1.This game wasn’t as close as it looked. Defensive tackle Malik Jackson and cornerback Jalen Ramsey both scoffed when I asked them in the post-game locker room about the touchdown when the game was in doubt. Tight end Austin Seferian-Jenkins agreed when I asked him about it and echoed their sentiments. “This one’s on us; this game wasn’t even close,” Seferian-Jenkins said. “If we clean some things up this one doesn’t come down to the fourth quarter at all. We have to play a lot better, but we can play a lot better.” The veteran tight end no doubt was pointing to his first-half touchdown that was nullified by a penalty and the difficult, yet catchable ball that tight end Niles Paul couldn’t quite grab on a wet day after it was partially tipped at the goal line. A few key penalties among the 11 that cost 119 yards stand out – including the illegal-hands-to-the-face call that negated Seferian-Jenkins’ touchdown and key defensive pass interference calls on second- and third-quarter Giants field-goal drives – and, of course, the first-quarter interception. Give the visiting team credit; they won. But the Jaguars were a much better team and in control of the game from the very first series. Even if the stat sheet and your eyes tell you otherwise.
2.I didn’t know if the Jaguars’ 2018 defense could be as opportunistic as they were in 2017, but they it was on Sunday. Jackson, defensive end Calais Campbell, linebacker Telvin Smith, Ramsey and Jack all talked afterward about the series on which Jack intercepted Giants quarterback Eli Manning and returned it for a 32-yard touchdown; they all said they spoke of a touchdown before it happened. I was standing right behind them on the Jaguar’s sideline and can confirm that was indeed their conversation, but I didn’t think they would just will it into being. They were right, and it wasn’t even a stretch … though Smith reached out to deflect it and Jack was right there to corral it. A year after the defense scored a league-high seven touchdowns last season, they’re on pace for 16. Before you doubt they could do it, go back and see how many critical, game-clinching situations they took over last year with takeaways. Seferian-Jenkins said the offense was confident despite the absence of running back Leonard Fournette because the defense could deliver in the clutch. Sixteen defensive touchdowns would be an NFL single-season record With this bunch, I wouldn’t rule it out.
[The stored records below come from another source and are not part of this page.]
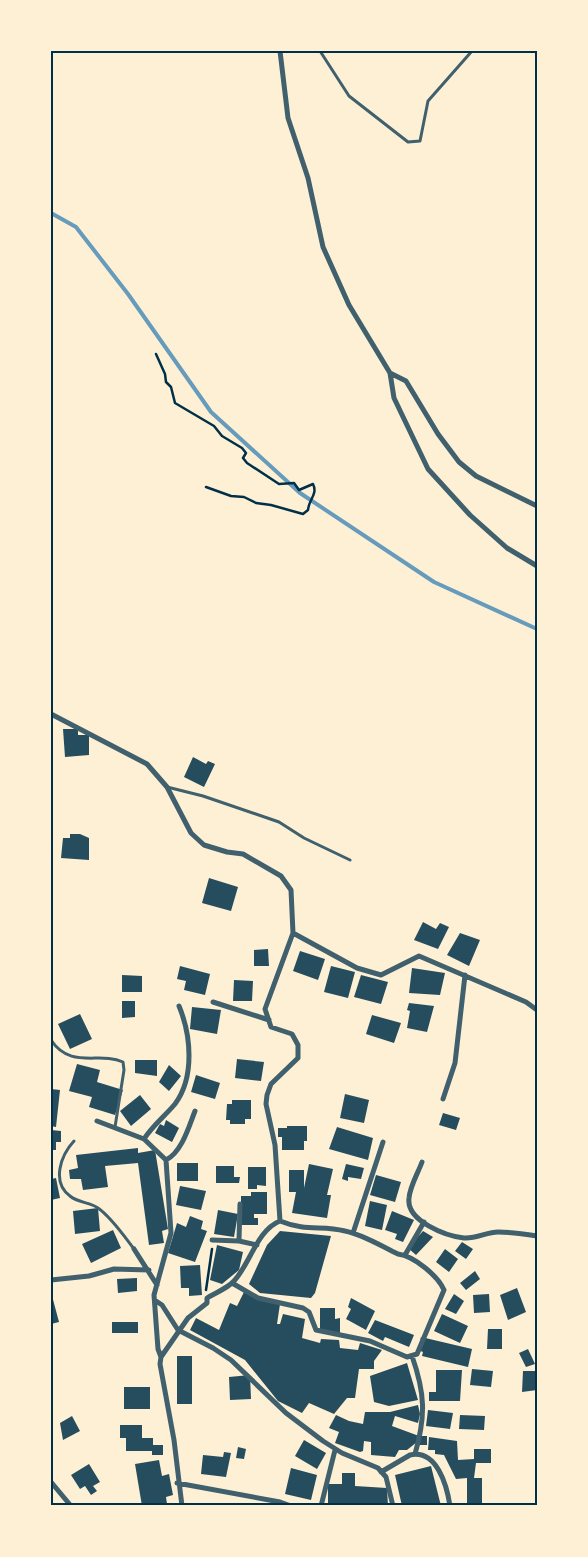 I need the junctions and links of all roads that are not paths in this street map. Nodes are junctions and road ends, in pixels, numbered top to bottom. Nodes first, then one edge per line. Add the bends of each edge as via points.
1 (280, 51) edge
2 (320, 51) edge
3 (472, 51) edge
4 (390, 373) junction
5 (537, 506) edge
6 (537, 566) edge
7 (51, 714) edge
8 (167, 787) junction
9 (350, 860) dead end
10 (293, 933) junction
11 (466, 975) junction
12 (213, 1002) dead end
13 (179, 1006) dead end
14 (537, 1010) edge
15 (269, 1020) junction
16 (51, 1040) edge
17 (443, 1099) dead end
18 (195, 1111) dead end
19 (97, 1121) dead end
20 (115, 1127) junction
21 (144, 1139) junction
22 (74, 1142) dead end
23 (383, 1142) dead end
24 (166, 1160) junction
25 (422, 1162) dead end
26 (240, 1204) dead end
27 (280, 1221) junction
28 (424, 1222) junction
29 (353, 1233) junction
30 (537, 1236) edge
31 (212, 1240) road end
32 (239, 1241) junction
33 (257, 1245) junction
34 (134, 1249) joint
35 (405, 1255) junction
36 (149, 1270) junction
37 (51, 1280) edge
38 (232, 1283) junction
39 (157, 1285) junction
40 (156, 1302) junction
41 (178, 1330) junction
42 (412, 1356) junction
43 (161, 1357) junction
44 (336, 1450) junction
45 (415, 1454) junction
46 (381, 1472) junction
47 (51, 1482) edge
48 (177, 1483) junction
49 (72, 1506) edge
50 (182, 1506) edge
51 (291, 1506) edge
52 (321, 1506) edge
53 (393, 1506) edge
54 (450, 1506) edge

1 - 4 street via 288,118 308,178 323,247 349,305
2 - 3 lane via 349,96 408,142 414,142 420,141 428,101
4 - 5 street via 406,381 459,462 476,476
4 - 6 street via 394,398 428,470 470,515 507,548
7 - 8 street via 147,764
8 - 9 lane via 279,822
8 - 10 street via 191,833 204,845 243,854 281,876 291,890
10 - 11 street via 357,968 381,975 420,956
10 - 15 street via 265,1008
11 - 14 street
11 - 17 street via 455,1063
12 - 15 street
13 - 21 street via 189,1046 183,1089
15 - 27 street via 271,1027 292,1034 298,1045 298,1058 270,1084 266,1104 275,1145
16 - 20 lane via 56,1047 78,1058 123,1062
18 - 24 street via 172,1157
19 - 20 street
20 - 21 street
21 - 24 street
22 - 34 lane via 61,1164 59,1176 62,1187 71,1197 99,1209
23 - 29 street
24 - 39 street via 171,1233
25 - 28 street via 408,1197 411,1210
26 - 32 street
27 - 29 street via 302,1229 337,1229
27 - 33 street via 273,1224
28 - 30 street via 446,1233 467,1238 497,1232
28 - 35 street
29 - 35 street
31 - 32 street
32 - 33 street
33 - 38 street
34 - 36 street
35 - 42 street via 432,1273 444,1290 417,1354
36 - 37 street via 114,1269 89,1276
36 - 39 street
38 - 41 street via 207,1298 207,1303 200,1306
38 - 42 street via 258,1298 303,1308 309,1312 316,1330 370,1340 407,1357
39 - 40 street
40 - 41 street via 162,1305
40 - 43 street
41 - 43 street
41 - 44 street via 231,1360 286,1413
42 - 45 street via 424,1409
43 - 48 street via 179,1476
44 - 46 street
44 - 52 street
45 - 46 street
45 - 54 street via 431,1461 439,1469
46 - 53 street via 386,1476
47 - 49 street
48 - 50 street
48 - 51 street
3.Fournette’s strained hamstring hamstrung the Jaguars offense. No doubt part of the problem on an unrelentingly wet day was the weather; I counted at least four dropped passes which would have helped. But the Giants stacked the line and played the same game plan as the Patriots had in the AFC Championship Game. We won’t know the whole story on Fournette’s injury until game time next week; you can be sure it will be questionable all week. Offensive coordinator Nate Hackett and his team will need a killer game-plan against Bill Belichick and Company to offset a defense that will fill the gaps and “MAKE BLAKE” beat them with his arm. Fournette was off to a nice start averaging 4.6 per carry with three catches for 14 yards – and he has looked ready for the season to start. Now, it appears, he’ll be hoping the clock slows down this week so he can take advantage of every second for rehab and therapy. The only way to treat a hamstring – really treat it –is rest.